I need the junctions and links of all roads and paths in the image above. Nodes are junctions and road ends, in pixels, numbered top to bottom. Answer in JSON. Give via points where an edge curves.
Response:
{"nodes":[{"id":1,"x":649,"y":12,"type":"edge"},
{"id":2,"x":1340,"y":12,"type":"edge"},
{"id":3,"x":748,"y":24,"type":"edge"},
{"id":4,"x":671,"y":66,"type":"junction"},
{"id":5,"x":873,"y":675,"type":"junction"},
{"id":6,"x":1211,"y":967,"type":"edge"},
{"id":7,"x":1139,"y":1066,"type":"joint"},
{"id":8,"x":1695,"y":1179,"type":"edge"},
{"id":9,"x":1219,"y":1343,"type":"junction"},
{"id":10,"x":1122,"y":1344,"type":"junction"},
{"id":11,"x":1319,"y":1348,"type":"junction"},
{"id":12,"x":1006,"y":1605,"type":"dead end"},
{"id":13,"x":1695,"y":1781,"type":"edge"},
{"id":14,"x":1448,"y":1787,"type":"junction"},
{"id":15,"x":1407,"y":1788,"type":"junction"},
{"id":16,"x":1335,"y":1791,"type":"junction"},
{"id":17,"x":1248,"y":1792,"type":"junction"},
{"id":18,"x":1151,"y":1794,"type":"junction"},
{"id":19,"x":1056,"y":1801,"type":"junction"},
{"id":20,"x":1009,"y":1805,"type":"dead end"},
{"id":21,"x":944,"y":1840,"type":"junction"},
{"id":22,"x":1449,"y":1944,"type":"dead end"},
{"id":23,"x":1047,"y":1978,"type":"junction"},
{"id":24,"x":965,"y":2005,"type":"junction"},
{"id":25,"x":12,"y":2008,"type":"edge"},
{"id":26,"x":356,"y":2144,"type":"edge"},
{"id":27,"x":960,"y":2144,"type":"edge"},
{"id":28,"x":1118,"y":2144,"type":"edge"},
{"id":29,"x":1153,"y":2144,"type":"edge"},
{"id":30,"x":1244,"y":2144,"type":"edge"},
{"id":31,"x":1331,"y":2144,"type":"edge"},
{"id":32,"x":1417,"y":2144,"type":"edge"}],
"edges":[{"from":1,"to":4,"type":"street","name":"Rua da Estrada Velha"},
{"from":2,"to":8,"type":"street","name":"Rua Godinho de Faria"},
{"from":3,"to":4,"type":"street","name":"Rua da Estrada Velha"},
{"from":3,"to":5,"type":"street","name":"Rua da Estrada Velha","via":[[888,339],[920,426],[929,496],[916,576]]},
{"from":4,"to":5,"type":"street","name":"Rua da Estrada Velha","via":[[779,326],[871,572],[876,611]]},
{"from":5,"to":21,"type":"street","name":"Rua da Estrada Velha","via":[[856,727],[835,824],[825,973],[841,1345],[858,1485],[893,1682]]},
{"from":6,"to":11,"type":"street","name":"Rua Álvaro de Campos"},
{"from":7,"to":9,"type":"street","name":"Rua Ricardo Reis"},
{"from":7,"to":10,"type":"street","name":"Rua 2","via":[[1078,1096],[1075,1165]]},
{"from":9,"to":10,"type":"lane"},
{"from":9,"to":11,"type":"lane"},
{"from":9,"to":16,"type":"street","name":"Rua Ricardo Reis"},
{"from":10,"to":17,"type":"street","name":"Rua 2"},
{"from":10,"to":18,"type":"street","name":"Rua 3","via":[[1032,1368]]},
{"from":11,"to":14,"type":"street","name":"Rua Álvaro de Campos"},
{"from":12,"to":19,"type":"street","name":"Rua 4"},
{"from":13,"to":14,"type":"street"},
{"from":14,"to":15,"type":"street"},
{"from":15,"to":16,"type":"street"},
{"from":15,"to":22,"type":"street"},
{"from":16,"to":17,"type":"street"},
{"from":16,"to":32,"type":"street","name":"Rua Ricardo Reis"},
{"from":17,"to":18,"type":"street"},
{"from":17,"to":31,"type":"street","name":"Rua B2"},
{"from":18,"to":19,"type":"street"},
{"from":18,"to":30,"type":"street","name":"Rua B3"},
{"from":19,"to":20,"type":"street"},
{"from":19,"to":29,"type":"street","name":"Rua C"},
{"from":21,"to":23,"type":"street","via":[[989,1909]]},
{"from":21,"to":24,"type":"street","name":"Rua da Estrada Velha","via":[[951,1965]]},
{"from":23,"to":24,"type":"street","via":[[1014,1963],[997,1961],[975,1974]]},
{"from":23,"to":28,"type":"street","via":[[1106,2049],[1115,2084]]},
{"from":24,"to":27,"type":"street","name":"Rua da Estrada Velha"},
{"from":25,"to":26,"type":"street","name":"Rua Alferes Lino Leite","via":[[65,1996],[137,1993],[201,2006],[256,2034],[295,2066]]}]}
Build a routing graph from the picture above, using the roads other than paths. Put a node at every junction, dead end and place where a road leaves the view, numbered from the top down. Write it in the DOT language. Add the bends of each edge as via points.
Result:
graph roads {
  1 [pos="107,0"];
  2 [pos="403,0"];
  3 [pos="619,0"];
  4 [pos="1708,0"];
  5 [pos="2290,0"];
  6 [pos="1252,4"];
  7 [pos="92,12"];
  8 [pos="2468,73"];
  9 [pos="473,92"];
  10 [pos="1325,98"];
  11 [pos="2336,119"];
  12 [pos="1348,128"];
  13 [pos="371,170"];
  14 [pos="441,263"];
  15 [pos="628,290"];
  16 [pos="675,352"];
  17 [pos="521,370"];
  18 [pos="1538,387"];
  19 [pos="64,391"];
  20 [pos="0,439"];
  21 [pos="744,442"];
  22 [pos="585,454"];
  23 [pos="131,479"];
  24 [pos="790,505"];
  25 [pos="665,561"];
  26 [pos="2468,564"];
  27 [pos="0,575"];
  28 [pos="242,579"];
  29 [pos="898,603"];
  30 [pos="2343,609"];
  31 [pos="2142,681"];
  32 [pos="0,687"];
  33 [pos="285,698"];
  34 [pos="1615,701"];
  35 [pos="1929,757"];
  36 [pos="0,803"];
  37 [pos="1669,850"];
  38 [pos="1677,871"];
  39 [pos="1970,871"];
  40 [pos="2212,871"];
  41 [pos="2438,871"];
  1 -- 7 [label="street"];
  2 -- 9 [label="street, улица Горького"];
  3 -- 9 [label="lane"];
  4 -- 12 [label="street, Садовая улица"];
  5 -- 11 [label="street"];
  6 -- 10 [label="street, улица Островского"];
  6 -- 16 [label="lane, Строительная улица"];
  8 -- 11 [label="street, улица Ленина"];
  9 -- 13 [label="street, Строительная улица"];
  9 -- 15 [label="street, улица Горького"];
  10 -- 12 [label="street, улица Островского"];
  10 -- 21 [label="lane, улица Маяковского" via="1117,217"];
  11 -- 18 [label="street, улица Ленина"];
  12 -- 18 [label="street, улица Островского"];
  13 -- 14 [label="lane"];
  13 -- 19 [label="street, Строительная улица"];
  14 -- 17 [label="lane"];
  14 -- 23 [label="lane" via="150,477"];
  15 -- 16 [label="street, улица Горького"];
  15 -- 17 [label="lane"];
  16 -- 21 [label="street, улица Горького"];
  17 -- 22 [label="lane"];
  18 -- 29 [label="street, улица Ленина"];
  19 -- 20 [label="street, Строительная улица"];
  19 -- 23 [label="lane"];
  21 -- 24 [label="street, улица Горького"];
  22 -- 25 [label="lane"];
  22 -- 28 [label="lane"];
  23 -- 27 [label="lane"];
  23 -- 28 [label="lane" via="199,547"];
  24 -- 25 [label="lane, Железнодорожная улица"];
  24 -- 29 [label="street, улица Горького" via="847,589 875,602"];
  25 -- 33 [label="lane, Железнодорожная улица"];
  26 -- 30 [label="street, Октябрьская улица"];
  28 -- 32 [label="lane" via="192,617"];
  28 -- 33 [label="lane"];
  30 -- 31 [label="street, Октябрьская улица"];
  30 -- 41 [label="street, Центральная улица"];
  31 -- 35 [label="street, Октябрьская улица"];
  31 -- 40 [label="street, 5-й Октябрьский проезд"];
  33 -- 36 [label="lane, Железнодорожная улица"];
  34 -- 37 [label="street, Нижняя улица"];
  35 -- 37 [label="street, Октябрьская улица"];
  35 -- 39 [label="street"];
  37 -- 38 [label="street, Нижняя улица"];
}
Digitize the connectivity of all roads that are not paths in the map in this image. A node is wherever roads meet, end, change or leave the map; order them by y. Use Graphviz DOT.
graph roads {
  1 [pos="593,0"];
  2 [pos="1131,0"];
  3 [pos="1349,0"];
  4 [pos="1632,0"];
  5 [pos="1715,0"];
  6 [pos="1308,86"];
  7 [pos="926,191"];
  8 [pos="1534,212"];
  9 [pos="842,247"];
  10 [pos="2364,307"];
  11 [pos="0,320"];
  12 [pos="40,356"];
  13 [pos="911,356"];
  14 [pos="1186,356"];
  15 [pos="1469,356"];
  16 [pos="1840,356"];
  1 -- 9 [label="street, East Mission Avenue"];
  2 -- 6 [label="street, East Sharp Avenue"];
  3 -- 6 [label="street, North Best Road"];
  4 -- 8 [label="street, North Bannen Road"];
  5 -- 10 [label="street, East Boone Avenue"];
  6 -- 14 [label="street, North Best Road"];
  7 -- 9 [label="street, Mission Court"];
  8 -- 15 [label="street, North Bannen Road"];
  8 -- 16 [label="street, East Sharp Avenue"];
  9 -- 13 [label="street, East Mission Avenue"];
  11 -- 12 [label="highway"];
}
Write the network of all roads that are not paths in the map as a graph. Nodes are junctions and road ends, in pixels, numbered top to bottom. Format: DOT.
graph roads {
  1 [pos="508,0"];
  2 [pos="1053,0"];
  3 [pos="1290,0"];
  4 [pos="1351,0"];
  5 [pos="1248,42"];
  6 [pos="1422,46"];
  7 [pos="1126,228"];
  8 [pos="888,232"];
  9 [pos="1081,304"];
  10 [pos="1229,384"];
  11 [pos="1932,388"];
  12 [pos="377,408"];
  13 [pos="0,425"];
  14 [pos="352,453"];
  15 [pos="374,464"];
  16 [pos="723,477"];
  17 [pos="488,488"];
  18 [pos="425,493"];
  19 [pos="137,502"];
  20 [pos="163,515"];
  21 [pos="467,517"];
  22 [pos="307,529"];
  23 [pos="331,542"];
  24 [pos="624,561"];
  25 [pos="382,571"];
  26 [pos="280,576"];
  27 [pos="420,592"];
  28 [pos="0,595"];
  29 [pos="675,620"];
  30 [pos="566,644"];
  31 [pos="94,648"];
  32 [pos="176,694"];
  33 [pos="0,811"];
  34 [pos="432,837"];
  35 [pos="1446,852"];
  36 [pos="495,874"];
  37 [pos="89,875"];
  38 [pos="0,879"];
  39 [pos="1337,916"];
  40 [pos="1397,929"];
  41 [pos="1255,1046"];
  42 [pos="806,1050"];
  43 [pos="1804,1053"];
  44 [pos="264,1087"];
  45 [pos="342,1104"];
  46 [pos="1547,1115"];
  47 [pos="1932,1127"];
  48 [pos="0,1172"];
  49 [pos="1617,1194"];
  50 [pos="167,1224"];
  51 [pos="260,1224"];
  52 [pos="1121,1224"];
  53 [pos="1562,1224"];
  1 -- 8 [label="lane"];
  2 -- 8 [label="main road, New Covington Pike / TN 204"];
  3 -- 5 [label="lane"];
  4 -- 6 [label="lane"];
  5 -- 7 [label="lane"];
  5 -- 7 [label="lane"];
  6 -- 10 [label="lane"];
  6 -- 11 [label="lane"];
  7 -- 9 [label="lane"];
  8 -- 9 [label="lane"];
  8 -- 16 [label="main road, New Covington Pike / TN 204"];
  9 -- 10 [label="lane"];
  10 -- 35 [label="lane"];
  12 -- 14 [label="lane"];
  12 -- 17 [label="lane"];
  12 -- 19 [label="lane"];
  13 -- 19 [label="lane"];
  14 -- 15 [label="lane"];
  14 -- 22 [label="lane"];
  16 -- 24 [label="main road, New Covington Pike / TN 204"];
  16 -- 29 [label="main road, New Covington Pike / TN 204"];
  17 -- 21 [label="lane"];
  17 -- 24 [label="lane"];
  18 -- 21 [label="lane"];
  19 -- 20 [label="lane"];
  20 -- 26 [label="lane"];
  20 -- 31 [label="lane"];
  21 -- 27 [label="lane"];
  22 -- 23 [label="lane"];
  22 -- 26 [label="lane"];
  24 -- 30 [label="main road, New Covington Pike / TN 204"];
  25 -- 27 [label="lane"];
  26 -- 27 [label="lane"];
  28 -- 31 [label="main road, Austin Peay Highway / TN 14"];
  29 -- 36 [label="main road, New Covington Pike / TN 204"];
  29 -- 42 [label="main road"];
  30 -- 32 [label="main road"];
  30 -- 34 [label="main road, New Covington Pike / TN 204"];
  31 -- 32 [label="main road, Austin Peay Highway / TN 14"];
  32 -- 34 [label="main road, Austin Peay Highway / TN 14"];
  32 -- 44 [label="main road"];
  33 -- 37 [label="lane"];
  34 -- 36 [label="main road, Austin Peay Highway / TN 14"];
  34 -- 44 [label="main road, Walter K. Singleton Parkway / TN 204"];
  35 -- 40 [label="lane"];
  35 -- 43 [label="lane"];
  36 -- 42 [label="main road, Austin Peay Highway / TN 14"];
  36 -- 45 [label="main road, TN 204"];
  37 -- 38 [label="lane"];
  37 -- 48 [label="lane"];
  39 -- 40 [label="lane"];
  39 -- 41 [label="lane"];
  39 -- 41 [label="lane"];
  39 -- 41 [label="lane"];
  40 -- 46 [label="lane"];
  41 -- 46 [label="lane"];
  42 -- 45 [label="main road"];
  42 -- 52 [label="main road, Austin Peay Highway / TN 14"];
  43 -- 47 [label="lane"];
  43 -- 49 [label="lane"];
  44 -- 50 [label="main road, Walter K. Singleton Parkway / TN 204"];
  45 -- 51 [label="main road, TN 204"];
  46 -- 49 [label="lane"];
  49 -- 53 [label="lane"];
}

···

What you need to do
Whenever the string "Bannen" shows up on a line of the listing, copy that line.

Answer to the problem
  4 -- 8 [label="street, North Bannen Road"];
  8 -- 15 [label="street, North Bannen Road"];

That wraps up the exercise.